(Collected data)
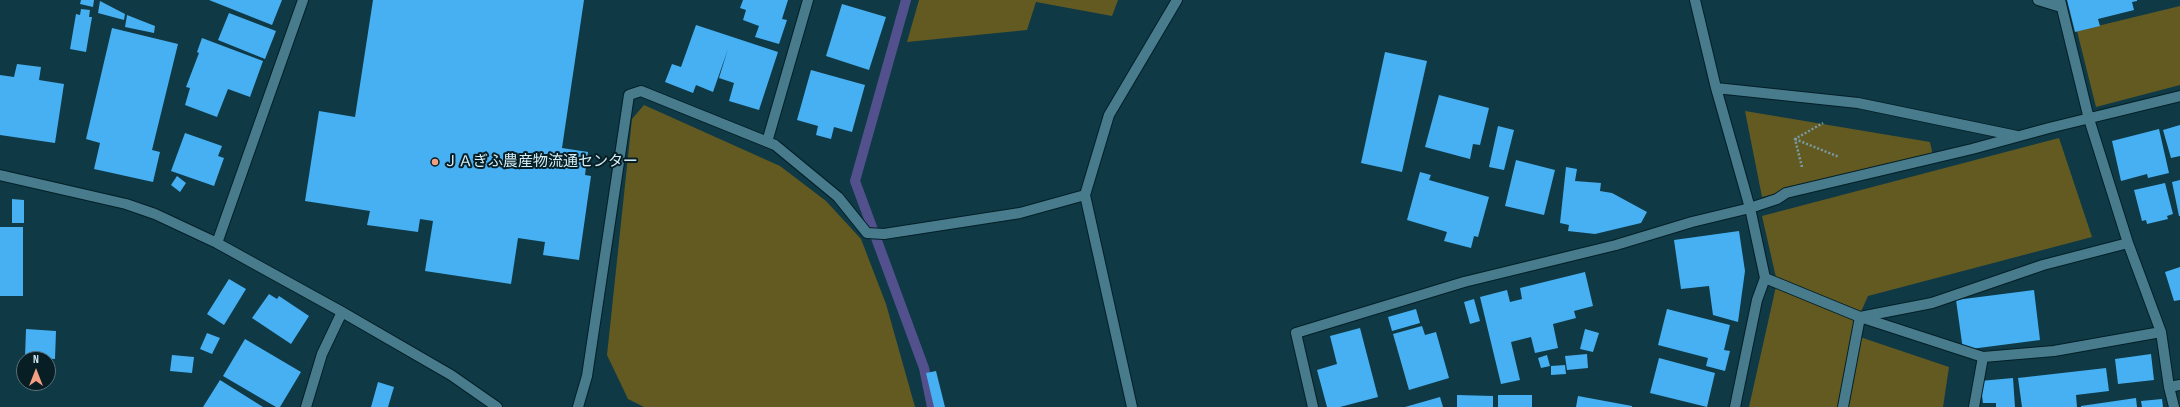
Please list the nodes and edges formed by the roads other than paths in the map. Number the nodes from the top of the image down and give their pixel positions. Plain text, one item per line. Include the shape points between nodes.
1 (303, 0) edge
2 (808, 0) edge
3 (1695, 0) edge
4 (2038, 0) edge
5 (1173, 2) edge
6 (2061, 4) edge
7 (1716, 88) junction
8 (2180, 96) edge
9 (2089, 119) junction
10 (2019, 136) junction
11 (767, 142) junction
12 (0, 175) edge
13 (1085, 195) junction
14 (1750, 208) junction
15 (217, 243) junction
16 (2128, 243) junction
17 (1765, 278) junction
18 (342, 312) junction
19 (1860, 317) junction
20 (2161, 332) junction
21 (1983, 358) junction
22 (2180, 386) edge
23 (2169, 387) junction
24 (306, 407) edge
25 (497, 407) edge
26 (578, 407) edge
27 (1132, 407) edge
28 (1313, 407) edge
29 (1735, 407) edge
30 (1843, 407) edge
31 (1974, 407) edge
32 (2174, 407) edge

1 - 15 street
2 - 11 street
3 - 7 street
4 - 6 street
5 - 13 street via 1109,115
6 - 9 street
7 - 10 street via 1858,103
7 - 14 street
8 - 9 street
9 - 10 street
9 - 16 street
10 - 14 street via 1786,193 1777,199
11 - 13 street via 775,145 838,197 867,233 884,234 1020,213
11 - 26 street via 641,90 629,96 587,376
12 - 15 street via 126,204
13 - 27 street
14 - 17 street
14 - 28 street via 1616,245 1464,282 1296,333
15 - 18 street
16 - 19 street via 2043,265 1932,303
16 - 20 street
17 - 19 street
17 - 29 street via 1757,300
18 - 24 street via 322,354
18 - 25 street via 451,374
19 - 21 street
19 - 30 street
20 - 21 street via 2054,351
20 - 23 street
21 - 31 street
22 - 23 street
23 - 32 street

TO DO: Each entry above is to be written out exactly. The pictures stay out.

TASK ANSWER:
Please list the nodes and edges formed by the roads other than paths in the map. Number the nodes from the top of the image down and give their pixel positions. Plain text, one item per line. Include the shape points between nodes.
1 (303, 0) edge
2 (808, 0) edge
3 (1695, 0) edge
4 (2038, 0) edge
5 (1173, 2) edge
6 (2061, 4) edge
7 (1716, 88) junction
8 (2180, 96) edge
9 (2089, 119) junction
10 (2019, 136) junction
11 (767, 142) junction
12 (0, 175) edge
13 (1085, 195) junction
14 (1750, 208) junction
15 (217, 243) junction
16 (2128, 243) junction
17 (1765, 278) junction
18 (342, 312) junction
19 (1860, 317) junction
20 (2161, 332) junction
21 (1983, 358) junction
22 (2180, 386) edge
23 (2169, 387) junction
24 (306, 407) edge
25 (497, 407) edge
26 (578, 407) edge
27 (1132, 407) edge
28 (1313, 407) edge
29 (1735, 407) edge
30 (1843, 407) edge
31 (1974, 407) edge
32 (2174, 407) edge

1 - 15 street
2 - 11 street
3 - 7 street
4 - 6 street
5 - 13 street via 1109,115
6 - 9 street
7 - 10 street via 1858,103
7 - 14 street
8 - 9 street
9 - 10 street
9 - 16 street
10 - 14 street via 1786,193 1777,199
11 - 13 street via 775,145 838,197 867,233 884,234 1020,213
11 - 26 street via 641,90 629,96 587,376
12 - 15 street via 126,204
13 - 27 street
14 - 17 street
14 - 28 street via 1616,245 1464,282 1296,333
15 - 18 street
16 - 19 street via 2043,265 1932,303
16 - 20 street
17 - 19 street
17 - 29 street via 1757,300
18 - 24 street via 322,354
18 - 25 street via 451,374
19 - 21 street
19 - 30 street
20 - 21 street via 2054,351
20 - 23 street
21 - 31 street
22 - 23 street
23 - 32 street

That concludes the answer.